Filter the records, keeping every line that has the string "بلوار".

*** INPUT MATERIAL

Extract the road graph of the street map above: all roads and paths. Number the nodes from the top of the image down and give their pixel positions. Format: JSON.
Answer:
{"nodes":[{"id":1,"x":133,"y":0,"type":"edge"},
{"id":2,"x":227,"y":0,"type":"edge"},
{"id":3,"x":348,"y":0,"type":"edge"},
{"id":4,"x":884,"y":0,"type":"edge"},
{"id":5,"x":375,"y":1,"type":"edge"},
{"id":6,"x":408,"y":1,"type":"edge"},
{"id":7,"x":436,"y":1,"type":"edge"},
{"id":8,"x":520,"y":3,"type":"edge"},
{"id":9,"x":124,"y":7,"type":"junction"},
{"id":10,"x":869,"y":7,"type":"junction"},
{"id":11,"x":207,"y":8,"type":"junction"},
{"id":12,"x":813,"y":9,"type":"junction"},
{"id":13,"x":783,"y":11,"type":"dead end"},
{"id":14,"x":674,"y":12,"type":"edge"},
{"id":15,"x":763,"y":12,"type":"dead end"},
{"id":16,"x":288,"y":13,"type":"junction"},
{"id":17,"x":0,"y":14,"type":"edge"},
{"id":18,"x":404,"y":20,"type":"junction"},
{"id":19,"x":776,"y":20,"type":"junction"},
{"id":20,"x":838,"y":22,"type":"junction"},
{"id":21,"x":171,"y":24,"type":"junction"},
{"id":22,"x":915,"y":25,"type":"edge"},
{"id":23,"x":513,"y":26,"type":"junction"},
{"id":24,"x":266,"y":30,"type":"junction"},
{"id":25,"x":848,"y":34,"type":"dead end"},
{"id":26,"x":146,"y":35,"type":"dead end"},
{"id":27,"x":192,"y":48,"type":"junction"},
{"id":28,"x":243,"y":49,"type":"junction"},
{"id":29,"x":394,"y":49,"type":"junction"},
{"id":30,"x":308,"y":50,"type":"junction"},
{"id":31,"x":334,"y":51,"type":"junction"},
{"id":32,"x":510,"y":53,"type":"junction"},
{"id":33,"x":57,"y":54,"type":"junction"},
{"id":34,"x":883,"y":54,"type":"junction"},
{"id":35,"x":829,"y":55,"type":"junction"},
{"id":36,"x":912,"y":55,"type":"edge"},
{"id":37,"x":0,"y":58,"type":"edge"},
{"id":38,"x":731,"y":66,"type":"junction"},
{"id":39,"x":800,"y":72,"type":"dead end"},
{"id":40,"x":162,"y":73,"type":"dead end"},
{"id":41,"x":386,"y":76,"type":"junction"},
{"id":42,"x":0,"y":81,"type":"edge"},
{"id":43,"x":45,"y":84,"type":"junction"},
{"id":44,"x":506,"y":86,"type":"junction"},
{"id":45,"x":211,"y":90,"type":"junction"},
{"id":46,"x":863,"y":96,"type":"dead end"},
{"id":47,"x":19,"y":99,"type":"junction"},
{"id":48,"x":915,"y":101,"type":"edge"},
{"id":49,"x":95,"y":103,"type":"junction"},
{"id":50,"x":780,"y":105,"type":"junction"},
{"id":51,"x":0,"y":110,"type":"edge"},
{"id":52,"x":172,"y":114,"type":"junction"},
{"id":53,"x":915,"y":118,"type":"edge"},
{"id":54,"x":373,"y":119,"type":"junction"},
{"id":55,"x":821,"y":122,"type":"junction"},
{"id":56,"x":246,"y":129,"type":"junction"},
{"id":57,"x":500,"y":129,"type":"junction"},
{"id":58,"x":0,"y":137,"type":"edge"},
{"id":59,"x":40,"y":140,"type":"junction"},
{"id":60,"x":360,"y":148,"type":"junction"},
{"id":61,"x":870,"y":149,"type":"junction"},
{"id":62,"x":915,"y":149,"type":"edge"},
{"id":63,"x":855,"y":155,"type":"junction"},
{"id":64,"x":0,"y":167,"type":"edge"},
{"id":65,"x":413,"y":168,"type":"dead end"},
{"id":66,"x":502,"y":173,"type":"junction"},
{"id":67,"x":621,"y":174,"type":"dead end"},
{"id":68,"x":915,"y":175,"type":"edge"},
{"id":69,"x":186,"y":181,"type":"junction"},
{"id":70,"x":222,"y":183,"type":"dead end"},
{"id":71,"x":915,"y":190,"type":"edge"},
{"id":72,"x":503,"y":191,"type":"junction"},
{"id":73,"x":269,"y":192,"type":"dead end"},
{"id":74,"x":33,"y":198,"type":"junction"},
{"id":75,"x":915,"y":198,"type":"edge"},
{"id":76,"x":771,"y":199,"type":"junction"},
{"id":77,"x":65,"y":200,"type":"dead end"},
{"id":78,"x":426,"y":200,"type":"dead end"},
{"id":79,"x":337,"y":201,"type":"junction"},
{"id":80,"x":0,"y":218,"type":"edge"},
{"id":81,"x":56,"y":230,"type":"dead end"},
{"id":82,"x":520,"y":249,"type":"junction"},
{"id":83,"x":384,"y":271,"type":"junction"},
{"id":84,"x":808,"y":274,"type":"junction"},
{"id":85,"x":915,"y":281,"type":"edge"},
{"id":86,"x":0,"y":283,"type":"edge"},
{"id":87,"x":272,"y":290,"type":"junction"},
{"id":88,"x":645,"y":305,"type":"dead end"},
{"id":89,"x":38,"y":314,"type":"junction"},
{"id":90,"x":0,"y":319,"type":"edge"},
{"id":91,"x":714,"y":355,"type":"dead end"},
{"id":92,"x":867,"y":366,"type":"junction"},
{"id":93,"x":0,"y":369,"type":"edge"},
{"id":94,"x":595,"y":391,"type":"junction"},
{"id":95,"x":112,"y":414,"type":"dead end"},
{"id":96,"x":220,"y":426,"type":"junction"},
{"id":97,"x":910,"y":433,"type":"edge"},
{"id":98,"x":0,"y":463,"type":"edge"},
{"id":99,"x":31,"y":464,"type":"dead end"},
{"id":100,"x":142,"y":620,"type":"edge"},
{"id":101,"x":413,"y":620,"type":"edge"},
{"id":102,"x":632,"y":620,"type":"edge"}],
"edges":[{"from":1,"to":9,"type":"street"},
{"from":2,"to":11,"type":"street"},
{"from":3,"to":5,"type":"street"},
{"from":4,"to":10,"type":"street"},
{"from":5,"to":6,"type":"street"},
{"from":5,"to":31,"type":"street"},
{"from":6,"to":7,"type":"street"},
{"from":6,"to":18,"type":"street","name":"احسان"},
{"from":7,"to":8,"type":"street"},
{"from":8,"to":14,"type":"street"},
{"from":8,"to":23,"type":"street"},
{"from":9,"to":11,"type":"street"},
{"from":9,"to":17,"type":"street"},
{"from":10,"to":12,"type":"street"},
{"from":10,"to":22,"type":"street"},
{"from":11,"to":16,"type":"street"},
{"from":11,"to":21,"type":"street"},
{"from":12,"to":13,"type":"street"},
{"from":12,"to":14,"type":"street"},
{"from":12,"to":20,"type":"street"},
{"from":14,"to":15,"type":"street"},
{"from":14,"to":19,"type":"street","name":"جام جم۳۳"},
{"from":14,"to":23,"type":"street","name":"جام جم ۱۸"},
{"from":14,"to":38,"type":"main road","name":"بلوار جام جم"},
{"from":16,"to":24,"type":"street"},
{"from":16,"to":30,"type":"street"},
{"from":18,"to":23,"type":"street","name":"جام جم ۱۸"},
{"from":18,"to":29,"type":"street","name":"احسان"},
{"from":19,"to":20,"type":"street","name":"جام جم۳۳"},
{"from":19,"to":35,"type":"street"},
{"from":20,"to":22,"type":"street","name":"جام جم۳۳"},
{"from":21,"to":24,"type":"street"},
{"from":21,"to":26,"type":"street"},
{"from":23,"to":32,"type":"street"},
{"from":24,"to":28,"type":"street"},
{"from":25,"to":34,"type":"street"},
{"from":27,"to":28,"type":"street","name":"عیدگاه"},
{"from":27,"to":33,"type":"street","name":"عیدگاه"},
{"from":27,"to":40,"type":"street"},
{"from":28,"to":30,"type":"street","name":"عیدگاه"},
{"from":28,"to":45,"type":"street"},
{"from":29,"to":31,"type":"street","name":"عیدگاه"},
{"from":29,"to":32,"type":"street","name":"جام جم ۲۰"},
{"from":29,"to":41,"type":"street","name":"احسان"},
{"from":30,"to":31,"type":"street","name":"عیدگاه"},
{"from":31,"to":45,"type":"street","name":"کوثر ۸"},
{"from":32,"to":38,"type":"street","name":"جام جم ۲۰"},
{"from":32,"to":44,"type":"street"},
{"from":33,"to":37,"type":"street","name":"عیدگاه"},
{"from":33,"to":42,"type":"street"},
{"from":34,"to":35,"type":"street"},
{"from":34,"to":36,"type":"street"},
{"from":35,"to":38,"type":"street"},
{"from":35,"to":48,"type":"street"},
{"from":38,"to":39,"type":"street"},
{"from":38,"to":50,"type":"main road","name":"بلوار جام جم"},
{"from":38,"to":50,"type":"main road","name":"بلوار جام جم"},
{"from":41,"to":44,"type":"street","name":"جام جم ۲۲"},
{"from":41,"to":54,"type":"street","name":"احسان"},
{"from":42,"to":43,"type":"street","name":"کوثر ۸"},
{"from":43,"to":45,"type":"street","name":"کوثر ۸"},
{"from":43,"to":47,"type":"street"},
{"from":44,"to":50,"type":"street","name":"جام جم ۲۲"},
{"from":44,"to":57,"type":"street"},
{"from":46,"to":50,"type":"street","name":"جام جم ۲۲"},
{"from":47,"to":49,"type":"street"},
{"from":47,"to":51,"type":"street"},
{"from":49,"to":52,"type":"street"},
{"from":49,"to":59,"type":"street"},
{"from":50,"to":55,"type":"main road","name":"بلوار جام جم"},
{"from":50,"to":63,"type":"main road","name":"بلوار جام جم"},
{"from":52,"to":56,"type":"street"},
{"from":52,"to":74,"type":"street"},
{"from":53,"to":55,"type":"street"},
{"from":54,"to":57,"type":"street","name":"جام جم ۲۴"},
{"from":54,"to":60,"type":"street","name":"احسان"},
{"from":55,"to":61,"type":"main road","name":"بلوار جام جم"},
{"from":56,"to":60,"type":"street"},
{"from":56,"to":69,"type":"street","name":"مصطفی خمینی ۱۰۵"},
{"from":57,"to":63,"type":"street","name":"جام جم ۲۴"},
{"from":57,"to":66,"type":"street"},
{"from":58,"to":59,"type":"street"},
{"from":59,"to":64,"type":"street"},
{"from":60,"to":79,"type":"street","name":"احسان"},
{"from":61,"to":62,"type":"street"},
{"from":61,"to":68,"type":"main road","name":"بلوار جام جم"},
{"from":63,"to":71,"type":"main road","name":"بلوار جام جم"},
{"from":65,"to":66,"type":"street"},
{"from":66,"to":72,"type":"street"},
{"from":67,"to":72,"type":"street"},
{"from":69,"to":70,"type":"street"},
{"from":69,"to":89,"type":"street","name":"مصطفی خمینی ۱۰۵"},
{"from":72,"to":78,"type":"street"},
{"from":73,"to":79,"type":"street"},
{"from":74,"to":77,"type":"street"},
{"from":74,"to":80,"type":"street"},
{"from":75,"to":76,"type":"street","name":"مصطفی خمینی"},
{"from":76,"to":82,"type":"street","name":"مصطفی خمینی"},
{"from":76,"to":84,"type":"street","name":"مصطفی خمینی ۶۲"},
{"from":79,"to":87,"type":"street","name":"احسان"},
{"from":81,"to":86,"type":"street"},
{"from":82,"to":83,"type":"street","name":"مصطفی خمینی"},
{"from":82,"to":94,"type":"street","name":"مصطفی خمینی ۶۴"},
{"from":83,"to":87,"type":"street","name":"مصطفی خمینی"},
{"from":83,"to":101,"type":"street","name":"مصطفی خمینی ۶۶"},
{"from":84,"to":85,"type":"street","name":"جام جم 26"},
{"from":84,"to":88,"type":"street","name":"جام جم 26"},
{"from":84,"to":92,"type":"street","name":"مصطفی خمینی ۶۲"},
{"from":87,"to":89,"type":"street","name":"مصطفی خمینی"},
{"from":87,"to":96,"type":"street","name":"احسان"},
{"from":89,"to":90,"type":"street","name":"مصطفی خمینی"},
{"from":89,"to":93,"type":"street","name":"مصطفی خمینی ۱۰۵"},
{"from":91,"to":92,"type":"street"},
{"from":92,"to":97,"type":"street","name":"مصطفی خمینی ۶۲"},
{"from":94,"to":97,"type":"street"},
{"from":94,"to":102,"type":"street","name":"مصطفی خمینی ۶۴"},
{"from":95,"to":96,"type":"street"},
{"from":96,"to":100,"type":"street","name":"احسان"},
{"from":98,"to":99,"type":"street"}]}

******

- RESULT OF THIS EXERCISE
{"from":14,"to":38,"type":"main road","name":"بلوار جام جم"},
{"from":38,"to":50,"type":"main road","name":"بلوار جام جم"},
{"from":38,"to":50,"type":"main road","name":"بلوار جام جم"},
{"from":50,"to":55,"type":"main road","name":"بلوار جام جم"},
{"from":50,"to":63,"type":"main road","name":"بلوار جام جم"},
{"from":55,"to":61,"type":"main road","name":"بلوار جام جم"},
{"from":61,"to":68,"type":"main road","name":"بلوار جام جم"},
{"from":63,"to":71,"type":"main road","name":"بلوار جام جم"},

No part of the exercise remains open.